A startup usually needs to be positioned once. Then you hold the course for at least five years. Strategy work is, of course, still necessary. You check in regularly, gather data about perceptions and competitors, and see if anything needs tactical adjustments.
Positioning is foundational work that lays the groundwork for your startup’s success. During our signature offer called Phoenix Brand Transformation Workshop we align product-market-fit, differentiate from competitors and re-connect with your vision.
2. Revitalization
When you don’t change your brand positioning but adjust your visual appearance, it’s called Brand Revitalization.
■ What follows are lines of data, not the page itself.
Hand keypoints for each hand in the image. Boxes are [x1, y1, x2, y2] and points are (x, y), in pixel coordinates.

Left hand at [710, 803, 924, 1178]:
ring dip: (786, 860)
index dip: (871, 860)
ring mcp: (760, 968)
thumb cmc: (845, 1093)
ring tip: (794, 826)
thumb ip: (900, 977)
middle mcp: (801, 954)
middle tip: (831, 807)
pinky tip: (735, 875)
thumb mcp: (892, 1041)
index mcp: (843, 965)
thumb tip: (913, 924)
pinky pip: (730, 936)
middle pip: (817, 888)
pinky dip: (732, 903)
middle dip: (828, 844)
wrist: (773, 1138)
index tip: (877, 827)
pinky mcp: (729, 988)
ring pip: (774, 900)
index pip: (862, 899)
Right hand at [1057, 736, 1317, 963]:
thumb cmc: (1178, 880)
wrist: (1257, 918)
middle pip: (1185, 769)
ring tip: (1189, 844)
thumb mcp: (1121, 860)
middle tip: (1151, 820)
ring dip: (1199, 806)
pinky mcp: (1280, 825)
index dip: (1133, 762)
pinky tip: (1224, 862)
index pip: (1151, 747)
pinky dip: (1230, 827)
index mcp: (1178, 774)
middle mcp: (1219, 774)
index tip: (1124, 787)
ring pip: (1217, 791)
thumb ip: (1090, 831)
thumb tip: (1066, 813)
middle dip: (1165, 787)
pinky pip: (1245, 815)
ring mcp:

It uplifts existing brand designs and pushes them to be more recognizable.
Scenarios for startup revitalization:
- Seed and early-stage startups
A startup is relatively new to the market, but the branding was done DIY and lacks quality or a visual red thread. - Late-stage startups
A startup’s visual appearance has become dated and doesn’t reflect its intended image anymore. Right now, this affects a lot of brands that survived the early 2000s.
When you revitalize a brand, changes are more subtle and more of an evolution than a revolution. For example, you reduce the color palette, make typography more legible and improve the logo's responsiveness.
In 8 out of 10 cases, Brand Revitalization is the smarter option for startups that need a visual update. It retains brand equity while perceived quality and professionalism go up. From my experience, it’s more difficult to get company buy-in compared to rebranding. People often want to see a dramatic change when they invest money.
3. Rebranding
Now, the most popular of the re-somethings: Rebranding. It’s when you change the strategic position of the brand and its visual appearance. A rebranding sometimes also comes with a new name that makes it a completely unknown player for the public. It’s a dramatic pivot for your company and should be your last resort, as it comes with significant financial efforts. Most of the brand equity you’ve built in the past will get lost with a rebranding.
When startups typically rebrand:
- After mergers and acquisitions. There are often legal aspects that require a new brand name.
- When a startup loses a trademark dispute. Here at the Phoenix Brand Consultancy, this is the number one reason why startups reach out for a rebranding. Trademarks are tedious and, unfortunately, rarely make it into the priority list of a stressed-out founder team.
- After big public scandals. A rebranding rarely solves the problems caused by a PR disaster.
My professional advice is to consider how much you have spent building brand awareness. It’s safe to rebrand when your startup is relatively new to the market–I’d say younger than five years–and you haven’t advertised much. This way, you’re not losing brand equity and can start growing customers and revenue with a strong brand.
Not sure if you need a Rebranding?
Start with a visual brand audit! It’s a relatively low-cost, high-impact approach to get clarity and evidence before making any strategic decision.
A visual brand audit is for you if:
- you’re not sure if you need to rebrand
- you need an unbiased and unconflicted opinion from branding experts
- you need evidence (versus subjective opinions) to discuss further steps with co-founders or investors
- you worry about the quality of your startup branding
Reach out to Victoria (hello@phoenixbrands.co) to talk about your brand needs.
Summary
Now that we’ve clarified the difference between all the re-somethings let’s quickly summarize the main points.
Repositioning is strategic work and can only be done by digging deep into customer and competitor data.
Revitalization is visual work to improve the quality and credibility of your brand. It’s a cost-effective approach for early-stage startups, and equity-preserving for older startups.
Rebranding is a 360° change to change the strategic position and visual appearance. It’s a drastic move that late-stage startups are better off avoiding.